Sie haben jahrzehntelang an amerikanische Präsidenten appelliert, die beiden einzigen Städte zu besuchen, die von Atombomben zerstört wurden. Tausende Menschen starben sofort, allein in Hiroshima insgesamt 140.000 im ersten halben Jahr danach, in Nagasaki weitere 74.000. Osumi war sieben Jahre alt, als ein amerikanischer Bomber am 6. August 1945 die verhängnisvolle Fracht abwarf. Wie viele von den rund 180.000 noch lebenden Hibakusha - heute im Durchschnitt über 80 Jahre alt - kann der weißhaarige Senior die Bilder von damals nicht vergessen. Vielen Opfern hing die Haut in Fetzen vom Körper herab, von anderen blieb nur noch ein schwarzer Ascheabdruck auf dem Gehweg. Glasflaschen verschmolzen durch die Hitze miteinander, Stahlstreben verbogen sich wie Wachs.
China und Korea gegen Japan
Osumi berichtet seit vielen Jahren an Schulen von seinen Erlebnissen. Er will der jungen Generation, die Krieg nie erlebt hat, dessen Schrecken verdeutlichen. Den Besuch Obamas in Hiroshima am 27. Mai am Rande des G7-Gipfels in Japan begrüßt Osumi insofern. "Anstatt einfach nur Fotos anzusehen ist es schon besser, dass er hierherkommt und sich mit eigenen Augen ein Bild macht."
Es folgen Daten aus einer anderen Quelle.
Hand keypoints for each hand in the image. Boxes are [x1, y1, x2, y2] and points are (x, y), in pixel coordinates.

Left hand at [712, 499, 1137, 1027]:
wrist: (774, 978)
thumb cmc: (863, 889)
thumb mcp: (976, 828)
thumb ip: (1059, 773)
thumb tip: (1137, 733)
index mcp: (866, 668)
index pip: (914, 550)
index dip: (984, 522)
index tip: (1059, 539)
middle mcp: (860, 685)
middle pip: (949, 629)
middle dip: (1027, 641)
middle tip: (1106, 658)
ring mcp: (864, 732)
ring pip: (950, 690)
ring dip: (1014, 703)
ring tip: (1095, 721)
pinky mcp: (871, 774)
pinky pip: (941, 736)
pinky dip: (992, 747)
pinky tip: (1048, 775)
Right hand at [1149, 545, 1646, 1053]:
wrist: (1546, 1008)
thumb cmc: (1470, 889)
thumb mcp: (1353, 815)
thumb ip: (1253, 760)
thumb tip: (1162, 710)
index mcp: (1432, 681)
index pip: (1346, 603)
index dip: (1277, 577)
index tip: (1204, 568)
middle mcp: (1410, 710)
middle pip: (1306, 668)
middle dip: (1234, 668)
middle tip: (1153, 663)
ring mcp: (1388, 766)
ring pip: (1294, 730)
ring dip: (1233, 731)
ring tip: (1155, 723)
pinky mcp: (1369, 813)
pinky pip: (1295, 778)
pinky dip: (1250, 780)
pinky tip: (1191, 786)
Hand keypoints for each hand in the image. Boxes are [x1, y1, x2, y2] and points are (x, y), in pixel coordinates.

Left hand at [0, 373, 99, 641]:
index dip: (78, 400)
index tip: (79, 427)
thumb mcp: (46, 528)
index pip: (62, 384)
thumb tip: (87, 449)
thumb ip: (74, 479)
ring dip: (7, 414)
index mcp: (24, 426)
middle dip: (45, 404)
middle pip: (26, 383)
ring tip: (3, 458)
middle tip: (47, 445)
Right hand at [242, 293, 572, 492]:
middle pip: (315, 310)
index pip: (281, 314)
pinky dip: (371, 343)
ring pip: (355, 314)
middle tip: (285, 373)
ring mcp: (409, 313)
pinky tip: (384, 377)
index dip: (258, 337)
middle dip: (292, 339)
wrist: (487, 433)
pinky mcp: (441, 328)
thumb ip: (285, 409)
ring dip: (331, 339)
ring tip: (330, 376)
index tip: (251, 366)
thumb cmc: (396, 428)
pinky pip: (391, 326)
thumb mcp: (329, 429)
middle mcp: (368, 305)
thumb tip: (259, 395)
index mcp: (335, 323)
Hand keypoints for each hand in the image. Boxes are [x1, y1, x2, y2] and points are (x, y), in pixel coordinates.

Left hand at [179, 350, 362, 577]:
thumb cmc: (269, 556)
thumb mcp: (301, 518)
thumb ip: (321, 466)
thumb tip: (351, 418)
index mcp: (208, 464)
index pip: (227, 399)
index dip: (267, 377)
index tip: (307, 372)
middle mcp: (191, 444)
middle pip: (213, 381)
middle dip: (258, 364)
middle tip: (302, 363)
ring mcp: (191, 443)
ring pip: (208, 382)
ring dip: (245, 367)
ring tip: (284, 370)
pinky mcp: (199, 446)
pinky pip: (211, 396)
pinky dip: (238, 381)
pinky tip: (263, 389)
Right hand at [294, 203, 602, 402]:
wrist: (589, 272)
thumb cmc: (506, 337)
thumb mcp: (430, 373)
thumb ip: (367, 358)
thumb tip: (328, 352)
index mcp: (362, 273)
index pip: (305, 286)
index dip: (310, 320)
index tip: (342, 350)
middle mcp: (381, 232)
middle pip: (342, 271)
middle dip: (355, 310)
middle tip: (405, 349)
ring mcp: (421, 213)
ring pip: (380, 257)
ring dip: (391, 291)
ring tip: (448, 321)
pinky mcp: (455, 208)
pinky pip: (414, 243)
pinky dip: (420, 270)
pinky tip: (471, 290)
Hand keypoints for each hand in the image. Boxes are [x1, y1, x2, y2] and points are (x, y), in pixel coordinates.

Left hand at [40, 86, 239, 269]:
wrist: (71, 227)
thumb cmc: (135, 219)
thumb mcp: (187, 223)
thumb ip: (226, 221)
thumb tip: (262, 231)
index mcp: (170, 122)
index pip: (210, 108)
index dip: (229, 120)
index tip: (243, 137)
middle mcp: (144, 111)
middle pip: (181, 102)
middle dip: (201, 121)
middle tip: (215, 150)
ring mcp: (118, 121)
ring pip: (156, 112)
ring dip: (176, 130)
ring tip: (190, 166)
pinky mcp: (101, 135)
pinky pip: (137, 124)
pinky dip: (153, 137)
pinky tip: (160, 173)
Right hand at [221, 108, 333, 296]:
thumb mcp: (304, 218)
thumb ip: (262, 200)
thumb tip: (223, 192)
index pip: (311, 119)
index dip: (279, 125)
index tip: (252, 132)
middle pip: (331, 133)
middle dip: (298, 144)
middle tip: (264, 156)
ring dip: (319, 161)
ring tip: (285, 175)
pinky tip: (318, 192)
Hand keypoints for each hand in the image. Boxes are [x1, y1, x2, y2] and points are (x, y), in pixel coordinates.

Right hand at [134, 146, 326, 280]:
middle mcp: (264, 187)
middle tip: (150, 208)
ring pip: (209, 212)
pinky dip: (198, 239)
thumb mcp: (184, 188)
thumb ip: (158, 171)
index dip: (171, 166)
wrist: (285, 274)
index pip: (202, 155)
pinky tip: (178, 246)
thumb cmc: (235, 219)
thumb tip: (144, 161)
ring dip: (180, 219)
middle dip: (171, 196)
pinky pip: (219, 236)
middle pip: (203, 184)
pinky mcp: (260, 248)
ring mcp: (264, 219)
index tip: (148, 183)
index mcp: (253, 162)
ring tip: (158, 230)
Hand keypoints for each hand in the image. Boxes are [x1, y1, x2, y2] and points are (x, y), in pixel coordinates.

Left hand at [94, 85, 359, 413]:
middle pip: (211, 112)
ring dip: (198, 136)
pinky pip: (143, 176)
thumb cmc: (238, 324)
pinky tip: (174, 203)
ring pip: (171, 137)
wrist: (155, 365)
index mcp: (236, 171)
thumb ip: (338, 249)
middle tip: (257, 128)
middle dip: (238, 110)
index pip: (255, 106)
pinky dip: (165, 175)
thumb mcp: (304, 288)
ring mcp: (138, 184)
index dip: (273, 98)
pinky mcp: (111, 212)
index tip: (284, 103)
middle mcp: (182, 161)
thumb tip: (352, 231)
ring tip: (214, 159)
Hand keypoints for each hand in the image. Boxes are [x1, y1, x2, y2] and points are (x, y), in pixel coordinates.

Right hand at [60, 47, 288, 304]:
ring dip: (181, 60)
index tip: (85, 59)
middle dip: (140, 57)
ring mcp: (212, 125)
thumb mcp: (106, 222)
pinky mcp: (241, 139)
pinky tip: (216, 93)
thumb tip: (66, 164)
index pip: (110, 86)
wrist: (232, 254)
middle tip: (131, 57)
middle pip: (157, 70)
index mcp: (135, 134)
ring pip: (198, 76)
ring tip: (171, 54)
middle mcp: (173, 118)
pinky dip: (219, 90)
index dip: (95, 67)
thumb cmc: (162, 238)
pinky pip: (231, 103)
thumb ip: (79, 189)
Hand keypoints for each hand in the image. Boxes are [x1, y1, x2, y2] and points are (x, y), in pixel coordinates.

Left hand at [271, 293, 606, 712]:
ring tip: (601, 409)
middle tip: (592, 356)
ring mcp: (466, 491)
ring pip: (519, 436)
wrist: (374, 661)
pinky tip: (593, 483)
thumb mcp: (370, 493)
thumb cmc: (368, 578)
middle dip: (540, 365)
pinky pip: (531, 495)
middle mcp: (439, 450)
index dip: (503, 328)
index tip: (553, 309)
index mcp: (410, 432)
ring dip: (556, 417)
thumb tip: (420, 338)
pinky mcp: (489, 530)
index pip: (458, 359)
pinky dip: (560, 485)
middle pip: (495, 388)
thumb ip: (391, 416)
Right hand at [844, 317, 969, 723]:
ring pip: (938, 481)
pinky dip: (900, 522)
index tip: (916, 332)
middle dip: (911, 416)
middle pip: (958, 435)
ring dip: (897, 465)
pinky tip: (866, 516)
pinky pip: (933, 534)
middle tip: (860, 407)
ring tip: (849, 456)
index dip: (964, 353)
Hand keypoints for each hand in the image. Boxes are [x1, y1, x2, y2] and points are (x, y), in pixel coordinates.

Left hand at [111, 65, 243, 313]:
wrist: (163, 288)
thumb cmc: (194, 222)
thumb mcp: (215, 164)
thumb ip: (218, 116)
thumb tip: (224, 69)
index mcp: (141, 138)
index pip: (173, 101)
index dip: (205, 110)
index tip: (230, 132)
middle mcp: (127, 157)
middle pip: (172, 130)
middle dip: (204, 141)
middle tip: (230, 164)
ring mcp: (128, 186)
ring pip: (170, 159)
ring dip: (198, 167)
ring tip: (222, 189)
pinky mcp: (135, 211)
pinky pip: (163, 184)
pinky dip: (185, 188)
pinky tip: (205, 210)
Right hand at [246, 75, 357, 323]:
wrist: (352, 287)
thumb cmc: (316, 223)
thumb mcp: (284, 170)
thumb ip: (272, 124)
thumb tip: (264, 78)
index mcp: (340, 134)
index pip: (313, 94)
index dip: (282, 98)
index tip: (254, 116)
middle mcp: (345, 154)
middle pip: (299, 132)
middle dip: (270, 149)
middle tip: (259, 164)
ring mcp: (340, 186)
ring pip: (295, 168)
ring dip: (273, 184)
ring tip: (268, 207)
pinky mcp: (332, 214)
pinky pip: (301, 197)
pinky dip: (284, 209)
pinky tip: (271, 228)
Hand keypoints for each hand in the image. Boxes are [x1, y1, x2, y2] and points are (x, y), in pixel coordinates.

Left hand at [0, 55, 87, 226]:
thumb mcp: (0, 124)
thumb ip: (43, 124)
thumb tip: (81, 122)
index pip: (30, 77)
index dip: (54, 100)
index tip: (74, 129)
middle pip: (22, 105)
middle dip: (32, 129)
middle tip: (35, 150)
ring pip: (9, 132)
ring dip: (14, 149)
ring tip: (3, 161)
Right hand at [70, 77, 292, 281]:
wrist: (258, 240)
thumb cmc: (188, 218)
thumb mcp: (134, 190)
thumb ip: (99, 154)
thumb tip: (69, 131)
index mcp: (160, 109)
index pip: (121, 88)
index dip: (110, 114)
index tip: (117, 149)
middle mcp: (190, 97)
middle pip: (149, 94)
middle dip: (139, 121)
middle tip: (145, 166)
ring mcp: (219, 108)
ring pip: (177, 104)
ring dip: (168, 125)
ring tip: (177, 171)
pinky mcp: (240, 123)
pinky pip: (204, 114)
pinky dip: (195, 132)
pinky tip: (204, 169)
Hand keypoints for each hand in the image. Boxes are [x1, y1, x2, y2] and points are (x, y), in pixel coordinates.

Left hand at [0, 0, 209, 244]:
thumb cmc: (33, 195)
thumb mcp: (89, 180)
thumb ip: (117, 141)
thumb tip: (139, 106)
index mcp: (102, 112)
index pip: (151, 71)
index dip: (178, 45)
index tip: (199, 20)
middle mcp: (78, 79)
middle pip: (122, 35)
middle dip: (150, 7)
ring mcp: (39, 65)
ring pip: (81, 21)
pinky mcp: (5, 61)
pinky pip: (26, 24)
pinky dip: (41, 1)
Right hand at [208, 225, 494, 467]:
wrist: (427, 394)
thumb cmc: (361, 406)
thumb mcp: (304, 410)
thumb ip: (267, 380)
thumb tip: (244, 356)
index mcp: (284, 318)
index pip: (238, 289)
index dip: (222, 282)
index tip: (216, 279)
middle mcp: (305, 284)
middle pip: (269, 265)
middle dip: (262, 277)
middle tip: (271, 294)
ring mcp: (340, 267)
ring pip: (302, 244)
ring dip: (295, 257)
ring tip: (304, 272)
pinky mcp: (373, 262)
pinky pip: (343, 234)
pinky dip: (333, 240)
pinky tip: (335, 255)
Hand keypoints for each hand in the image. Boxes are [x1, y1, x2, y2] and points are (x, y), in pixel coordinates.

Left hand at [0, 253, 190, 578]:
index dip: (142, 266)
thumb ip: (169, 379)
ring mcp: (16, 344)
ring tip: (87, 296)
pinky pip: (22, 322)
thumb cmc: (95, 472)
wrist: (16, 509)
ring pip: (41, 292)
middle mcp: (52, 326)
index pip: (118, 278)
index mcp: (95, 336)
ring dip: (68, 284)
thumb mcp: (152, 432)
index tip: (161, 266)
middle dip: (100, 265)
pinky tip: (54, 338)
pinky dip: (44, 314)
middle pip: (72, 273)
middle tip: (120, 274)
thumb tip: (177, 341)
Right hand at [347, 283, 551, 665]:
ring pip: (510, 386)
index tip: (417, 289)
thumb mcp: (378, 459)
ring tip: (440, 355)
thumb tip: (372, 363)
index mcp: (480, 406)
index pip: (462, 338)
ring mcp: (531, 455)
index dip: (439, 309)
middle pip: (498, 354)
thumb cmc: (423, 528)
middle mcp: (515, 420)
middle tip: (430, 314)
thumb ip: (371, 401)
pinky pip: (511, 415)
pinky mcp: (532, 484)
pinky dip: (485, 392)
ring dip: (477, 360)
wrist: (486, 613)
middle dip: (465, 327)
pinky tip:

Seit Obamas geplanter Abstecher bekannt wurde, wird in Japan, den asiatischen Nachbarländern und in Amerika heiß diskutiert, ob er sich für das Leid, das sein Land mit den Atombomben über Japan gebracht hat, entschuldigen sollte. Aus Washington wird dies verneint. Ebenso wenig sei ein Treffen mit Atombombenopfern vorgesehen, heißt es. Osumi bestätigt dies, er habe nichts von einem Treffen mit Opfern gehört.
Aus China und Korea, den früheren Gegnern Japans im Zweiten Weltkrieg, wurden schnell kritische Stimmen laut, dass Obamas Besuch Japan nur helfe, sich als Opfer zu fühlen und zu gerieren. Sie argumentieren, dass dies Japan erlauben würde, sich der Verantwortung für eigene Gräueltaten im Krieg zu entziehen. In Südkorea hatten die Japaner zum Beispiel im großen Stil junge Frauen in Soldatenbordelle gezwungen, in China hatten sie in der Stadt Nanking ein Massaker an Zivilisten angerichtet, bei dem Zehntausende umkamen.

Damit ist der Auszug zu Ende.